The first full day isn’t full, per se: there are only three time slots where the rest is either four or five. But hey, you gotta ease into these festivals, don’t ya?

Hiss!

The Good
American Teen: Premiering in Philly not a month after former filmmaking partner/boyfriend Brett Morgen’s Chicago 10 opened, this high school doc from Nanette Burstein (On the Ropes) doesn’t immediately feel special. Aesthetically it’s in the VH1/MTV vein, distinguishable from The Hills, et al. only in the way that matters: Burstein takes her subjects seriously and treats them without a trace of condescension. Trailing a group of students representing all (or most) the social classes at an Indiana high school during their senior year, it’s refreshingly egalitarian, not only extending a shoulder to the pimply nerd and the fragile artist who wants to hightail it to San Francisco come graduation, but even the petty, evil, blond-as-get-out popular girl, who at one point spray paints the word “fag” on a guy’s house just because he changed the prom theme. 7:15pm, Prince Music Theater.

Me: Basically a more down-to-earth re-envisioning of Roman Polanski’s The Tenant, Rada Cortés Kafkaesque thriller finds an exceedingly polite German man taking a position in a small island town in Spain – a position previously occupied by a man also named Hans and who left under unideal but ambiguous circumstances.
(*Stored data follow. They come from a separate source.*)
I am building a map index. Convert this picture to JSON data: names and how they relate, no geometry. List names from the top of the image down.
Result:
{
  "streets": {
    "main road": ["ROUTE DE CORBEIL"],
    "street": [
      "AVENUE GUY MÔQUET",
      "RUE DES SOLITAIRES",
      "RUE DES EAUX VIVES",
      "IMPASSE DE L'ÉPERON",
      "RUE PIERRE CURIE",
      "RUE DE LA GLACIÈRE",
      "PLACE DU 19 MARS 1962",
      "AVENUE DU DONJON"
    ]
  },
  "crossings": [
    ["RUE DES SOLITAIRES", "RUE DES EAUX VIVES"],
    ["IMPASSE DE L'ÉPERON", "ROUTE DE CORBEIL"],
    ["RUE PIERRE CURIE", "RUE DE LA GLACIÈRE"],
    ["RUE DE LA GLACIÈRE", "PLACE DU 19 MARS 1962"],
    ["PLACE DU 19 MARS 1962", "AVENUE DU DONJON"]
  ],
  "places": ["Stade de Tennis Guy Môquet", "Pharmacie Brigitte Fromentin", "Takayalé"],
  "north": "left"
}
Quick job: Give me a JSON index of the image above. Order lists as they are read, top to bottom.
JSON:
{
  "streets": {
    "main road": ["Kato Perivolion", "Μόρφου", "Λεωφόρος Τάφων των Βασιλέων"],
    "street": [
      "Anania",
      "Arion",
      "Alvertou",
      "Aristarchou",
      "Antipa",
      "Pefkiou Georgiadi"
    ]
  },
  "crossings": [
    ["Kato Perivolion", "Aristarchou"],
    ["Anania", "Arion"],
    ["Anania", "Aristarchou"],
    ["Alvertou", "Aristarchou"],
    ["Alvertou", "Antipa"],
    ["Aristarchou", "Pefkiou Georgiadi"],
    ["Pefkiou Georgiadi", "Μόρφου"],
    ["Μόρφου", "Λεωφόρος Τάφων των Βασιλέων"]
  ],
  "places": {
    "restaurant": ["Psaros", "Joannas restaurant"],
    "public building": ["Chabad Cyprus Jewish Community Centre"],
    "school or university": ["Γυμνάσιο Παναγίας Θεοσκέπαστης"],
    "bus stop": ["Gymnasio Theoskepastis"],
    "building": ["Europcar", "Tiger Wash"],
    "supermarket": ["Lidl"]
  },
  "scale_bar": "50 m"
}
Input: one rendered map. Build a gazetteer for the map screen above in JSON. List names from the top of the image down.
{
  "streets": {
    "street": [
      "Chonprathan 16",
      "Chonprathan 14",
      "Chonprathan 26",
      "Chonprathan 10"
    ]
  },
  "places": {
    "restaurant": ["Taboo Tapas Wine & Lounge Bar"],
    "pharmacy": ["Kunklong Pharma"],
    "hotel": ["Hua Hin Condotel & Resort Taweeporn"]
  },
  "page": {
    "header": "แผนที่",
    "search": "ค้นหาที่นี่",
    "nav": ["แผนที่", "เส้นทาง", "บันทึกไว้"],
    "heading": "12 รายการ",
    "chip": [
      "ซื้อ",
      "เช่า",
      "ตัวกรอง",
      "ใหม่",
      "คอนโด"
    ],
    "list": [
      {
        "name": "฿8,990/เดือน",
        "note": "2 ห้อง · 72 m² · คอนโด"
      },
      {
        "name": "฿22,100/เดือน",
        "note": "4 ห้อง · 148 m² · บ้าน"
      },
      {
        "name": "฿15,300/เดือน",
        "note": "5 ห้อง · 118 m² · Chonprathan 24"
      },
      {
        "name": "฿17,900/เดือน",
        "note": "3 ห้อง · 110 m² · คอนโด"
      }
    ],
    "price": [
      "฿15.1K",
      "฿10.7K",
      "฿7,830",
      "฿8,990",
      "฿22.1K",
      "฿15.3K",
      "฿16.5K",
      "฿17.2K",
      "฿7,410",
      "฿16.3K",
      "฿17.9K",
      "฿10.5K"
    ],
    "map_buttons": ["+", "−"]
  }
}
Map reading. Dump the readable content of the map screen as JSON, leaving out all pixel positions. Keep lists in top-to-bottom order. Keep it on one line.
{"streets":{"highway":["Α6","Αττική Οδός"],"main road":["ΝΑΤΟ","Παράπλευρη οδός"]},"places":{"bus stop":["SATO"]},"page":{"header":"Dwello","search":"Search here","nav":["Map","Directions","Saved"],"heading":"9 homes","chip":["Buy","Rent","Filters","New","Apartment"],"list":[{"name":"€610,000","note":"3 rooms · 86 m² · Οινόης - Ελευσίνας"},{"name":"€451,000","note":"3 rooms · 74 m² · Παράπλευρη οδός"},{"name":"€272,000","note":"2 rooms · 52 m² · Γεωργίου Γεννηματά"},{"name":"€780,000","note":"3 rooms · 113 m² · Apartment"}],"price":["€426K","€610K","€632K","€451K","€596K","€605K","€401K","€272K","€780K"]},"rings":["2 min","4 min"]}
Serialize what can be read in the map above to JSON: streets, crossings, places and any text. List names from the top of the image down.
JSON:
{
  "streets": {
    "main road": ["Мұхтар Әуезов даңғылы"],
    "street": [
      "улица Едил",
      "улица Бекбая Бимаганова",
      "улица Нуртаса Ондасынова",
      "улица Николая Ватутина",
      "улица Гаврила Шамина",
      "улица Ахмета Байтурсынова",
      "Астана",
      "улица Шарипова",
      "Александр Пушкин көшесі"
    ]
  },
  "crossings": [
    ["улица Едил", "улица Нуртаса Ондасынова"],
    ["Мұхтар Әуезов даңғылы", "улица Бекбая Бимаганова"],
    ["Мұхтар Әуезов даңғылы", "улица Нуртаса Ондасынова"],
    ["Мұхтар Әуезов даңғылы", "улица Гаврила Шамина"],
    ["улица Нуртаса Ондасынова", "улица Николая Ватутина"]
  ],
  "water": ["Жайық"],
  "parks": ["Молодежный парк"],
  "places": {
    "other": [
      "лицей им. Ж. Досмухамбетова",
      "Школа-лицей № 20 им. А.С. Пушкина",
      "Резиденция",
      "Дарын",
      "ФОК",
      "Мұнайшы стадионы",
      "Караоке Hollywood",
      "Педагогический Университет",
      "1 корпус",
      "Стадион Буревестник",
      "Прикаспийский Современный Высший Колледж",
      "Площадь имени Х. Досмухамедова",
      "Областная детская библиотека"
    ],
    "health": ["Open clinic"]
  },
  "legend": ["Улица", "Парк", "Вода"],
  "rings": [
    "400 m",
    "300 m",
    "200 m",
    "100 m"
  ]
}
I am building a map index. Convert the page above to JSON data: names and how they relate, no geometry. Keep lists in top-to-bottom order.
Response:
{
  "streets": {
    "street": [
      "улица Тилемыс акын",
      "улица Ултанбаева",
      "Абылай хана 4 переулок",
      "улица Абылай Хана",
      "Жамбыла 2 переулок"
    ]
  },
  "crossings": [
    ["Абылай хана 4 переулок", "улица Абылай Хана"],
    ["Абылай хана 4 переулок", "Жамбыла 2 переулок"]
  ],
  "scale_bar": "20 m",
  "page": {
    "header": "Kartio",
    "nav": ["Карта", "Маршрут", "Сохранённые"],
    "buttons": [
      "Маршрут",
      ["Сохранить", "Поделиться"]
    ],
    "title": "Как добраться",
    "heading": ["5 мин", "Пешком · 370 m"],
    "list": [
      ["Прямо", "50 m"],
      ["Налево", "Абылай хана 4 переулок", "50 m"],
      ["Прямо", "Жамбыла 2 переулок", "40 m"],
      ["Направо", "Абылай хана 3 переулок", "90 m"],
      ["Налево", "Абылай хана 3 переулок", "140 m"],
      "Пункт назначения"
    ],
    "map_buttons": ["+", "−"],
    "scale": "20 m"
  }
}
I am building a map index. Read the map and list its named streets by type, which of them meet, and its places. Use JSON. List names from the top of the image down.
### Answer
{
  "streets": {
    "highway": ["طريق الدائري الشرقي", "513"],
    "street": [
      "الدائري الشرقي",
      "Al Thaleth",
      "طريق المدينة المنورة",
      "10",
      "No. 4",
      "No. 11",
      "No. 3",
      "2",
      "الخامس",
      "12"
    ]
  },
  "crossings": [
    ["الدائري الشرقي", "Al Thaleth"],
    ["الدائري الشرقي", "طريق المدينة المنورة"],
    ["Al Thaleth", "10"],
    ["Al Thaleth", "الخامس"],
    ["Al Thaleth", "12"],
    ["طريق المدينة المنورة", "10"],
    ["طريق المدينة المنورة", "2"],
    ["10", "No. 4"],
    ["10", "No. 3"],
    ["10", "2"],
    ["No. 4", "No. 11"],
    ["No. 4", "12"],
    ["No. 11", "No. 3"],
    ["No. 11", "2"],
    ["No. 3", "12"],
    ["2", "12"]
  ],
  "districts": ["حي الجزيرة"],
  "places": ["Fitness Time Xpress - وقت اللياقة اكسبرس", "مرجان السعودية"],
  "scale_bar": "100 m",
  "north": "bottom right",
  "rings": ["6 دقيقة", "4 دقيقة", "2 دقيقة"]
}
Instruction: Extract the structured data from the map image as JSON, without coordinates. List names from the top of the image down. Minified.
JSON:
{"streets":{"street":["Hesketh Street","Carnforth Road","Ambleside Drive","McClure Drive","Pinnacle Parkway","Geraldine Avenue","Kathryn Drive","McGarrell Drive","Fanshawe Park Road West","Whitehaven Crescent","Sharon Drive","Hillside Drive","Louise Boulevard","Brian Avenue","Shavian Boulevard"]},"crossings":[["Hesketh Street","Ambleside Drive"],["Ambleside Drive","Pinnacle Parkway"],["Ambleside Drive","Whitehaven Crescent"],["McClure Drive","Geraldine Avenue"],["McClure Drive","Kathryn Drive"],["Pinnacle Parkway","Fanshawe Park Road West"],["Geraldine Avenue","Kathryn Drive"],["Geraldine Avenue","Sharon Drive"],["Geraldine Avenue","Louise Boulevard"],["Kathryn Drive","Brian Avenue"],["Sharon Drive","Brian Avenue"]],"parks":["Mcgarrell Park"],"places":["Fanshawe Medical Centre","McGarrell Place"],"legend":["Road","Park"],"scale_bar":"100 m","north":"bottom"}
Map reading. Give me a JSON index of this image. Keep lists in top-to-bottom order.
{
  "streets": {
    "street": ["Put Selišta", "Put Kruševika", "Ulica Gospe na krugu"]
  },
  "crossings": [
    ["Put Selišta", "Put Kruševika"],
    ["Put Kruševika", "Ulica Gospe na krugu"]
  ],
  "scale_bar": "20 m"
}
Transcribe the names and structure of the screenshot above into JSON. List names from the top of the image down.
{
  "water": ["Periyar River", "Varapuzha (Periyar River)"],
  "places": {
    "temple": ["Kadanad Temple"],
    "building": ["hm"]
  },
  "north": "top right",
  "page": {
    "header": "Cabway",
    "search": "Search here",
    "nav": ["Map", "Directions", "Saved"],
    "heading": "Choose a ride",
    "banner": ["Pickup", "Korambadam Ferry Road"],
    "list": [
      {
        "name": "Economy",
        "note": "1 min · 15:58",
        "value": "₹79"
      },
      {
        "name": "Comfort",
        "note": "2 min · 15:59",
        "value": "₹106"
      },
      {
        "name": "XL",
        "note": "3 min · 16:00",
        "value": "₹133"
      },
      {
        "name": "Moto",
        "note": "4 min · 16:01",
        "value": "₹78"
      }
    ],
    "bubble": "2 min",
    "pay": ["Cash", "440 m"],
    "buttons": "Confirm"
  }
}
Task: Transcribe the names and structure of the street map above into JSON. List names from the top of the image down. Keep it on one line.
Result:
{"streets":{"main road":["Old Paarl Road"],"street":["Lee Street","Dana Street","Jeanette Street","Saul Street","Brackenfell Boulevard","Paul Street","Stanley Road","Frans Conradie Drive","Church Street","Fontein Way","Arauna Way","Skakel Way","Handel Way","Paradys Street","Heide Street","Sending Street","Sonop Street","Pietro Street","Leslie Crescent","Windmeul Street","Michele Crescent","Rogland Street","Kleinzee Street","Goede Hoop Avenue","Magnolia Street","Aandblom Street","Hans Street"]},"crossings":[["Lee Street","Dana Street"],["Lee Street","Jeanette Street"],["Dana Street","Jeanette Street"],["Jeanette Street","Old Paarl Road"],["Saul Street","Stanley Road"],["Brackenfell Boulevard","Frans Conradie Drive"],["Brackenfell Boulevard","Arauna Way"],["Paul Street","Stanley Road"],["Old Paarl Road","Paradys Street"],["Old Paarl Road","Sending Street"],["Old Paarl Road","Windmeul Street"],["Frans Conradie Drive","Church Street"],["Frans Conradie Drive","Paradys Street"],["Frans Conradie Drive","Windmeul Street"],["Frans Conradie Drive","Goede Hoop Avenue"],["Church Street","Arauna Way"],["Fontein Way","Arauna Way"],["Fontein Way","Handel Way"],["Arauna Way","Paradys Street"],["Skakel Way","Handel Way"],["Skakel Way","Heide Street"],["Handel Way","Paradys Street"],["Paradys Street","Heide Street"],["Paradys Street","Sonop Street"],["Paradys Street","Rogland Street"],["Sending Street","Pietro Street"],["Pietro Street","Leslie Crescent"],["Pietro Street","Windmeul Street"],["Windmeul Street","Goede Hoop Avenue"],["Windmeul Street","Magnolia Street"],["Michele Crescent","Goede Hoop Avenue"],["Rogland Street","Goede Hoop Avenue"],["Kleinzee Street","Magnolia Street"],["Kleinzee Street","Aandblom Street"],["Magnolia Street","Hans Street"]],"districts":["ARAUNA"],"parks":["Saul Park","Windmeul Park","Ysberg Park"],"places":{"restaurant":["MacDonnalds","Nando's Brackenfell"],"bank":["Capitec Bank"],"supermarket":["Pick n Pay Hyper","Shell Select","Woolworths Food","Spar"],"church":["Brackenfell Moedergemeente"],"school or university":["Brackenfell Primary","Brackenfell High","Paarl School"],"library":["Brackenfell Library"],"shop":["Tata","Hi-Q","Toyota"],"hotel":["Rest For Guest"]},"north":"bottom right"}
Ooooh! Watching his temper gradually rise supplies some genre fun, but what transpires is more believable than absurdist. Creepily mundane, it’s a subtly disturbing portrait of what it takes to assimilate into a society. 6:45pm, Ritz East.

Baghead: I raved about this – the “mumblecore” movement’s first horror film – in the paper, so you know, go. 7:15pm, Ritz East.

Night Train: I also raved about this in the paper, though I half wish I had absorbed its impossibly wintry visuals on a big screen rather than on screener. Ah well. 9:30pm, The Bridge.

JHC, now with blond locks
 

The Not so Good
Jesus, the Spirit of God: Spurred on by The Passion of the Christ – which he liked but said was, you know, “wrong” – Iranian director Nader Talabzadeh tells the story of JC Superstar from the Koran, in which he’s far more overtly a magician and suffers a far different fate. There are easier, less corny ways to find out what this is, and at least a Wikipedia visit yields less grotesque antisemitism. 4:45pm, Ritz 5.

Pistoleros: Guy Ritchie goes to Copenhagen. In fact, Guy Ritchie might have to go to Copenhagen if he’s ever to be taken seriously again. Too bad this Shaky Gonzalez character – born in Chile, raised in Denmark – got there first. Tough break, Mr. Ciccone. 5pm, Prince Music Theater.

Mongol: Once a promising director, Sergei Bodrov (Prisoner of the Mountains) does Young Genghis Khan, concocting a film so flat, episodic and generically sweeping that star Tadanabu Asano – usually iconically laconic – looks just plain bored. Even a horror series worth of arterial spray can’t pump any blood into its veins. Unsurprisingly it was nominated for Best Foreign Language Film at this February’s Oscars. 9:15pm, Ritz East.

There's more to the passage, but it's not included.